(RECORDS SUPPLIED Opens)

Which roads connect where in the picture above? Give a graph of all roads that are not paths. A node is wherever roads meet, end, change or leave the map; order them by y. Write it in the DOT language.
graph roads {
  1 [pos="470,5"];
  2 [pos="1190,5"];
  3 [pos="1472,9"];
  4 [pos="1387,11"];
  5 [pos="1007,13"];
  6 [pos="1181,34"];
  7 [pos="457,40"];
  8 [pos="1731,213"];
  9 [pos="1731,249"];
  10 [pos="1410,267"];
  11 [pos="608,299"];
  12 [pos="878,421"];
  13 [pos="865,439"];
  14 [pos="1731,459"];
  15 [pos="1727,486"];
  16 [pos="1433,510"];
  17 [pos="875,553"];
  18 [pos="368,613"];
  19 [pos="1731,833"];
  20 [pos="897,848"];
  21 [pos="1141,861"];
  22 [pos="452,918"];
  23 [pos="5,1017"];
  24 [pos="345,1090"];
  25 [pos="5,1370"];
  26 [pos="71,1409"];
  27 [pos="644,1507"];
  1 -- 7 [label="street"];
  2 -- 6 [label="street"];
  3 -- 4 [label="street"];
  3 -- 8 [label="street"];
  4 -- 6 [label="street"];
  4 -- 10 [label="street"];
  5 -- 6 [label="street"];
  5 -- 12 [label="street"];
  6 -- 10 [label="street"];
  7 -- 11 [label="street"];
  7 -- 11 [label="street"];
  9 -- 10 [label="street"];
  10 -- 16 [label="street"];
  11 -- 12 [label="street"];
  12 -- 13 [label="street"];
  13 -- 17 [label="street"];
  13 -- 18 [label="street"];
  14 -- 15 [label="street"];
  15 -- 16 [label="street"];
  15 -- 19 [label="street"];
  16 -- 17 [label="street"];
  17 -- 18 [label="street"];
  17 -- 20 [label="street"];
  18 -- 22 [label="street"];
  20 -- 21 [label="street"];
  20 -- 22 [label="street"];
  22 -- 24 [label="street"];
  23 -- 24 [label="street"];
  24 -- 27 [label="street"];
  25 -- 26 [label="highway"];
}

(RECORDS SUPPLIED Closes)

# REQUIRED WORK
On how many lines above does "graph" occur? Say the number only.

# WRITTEN RESPONSE
2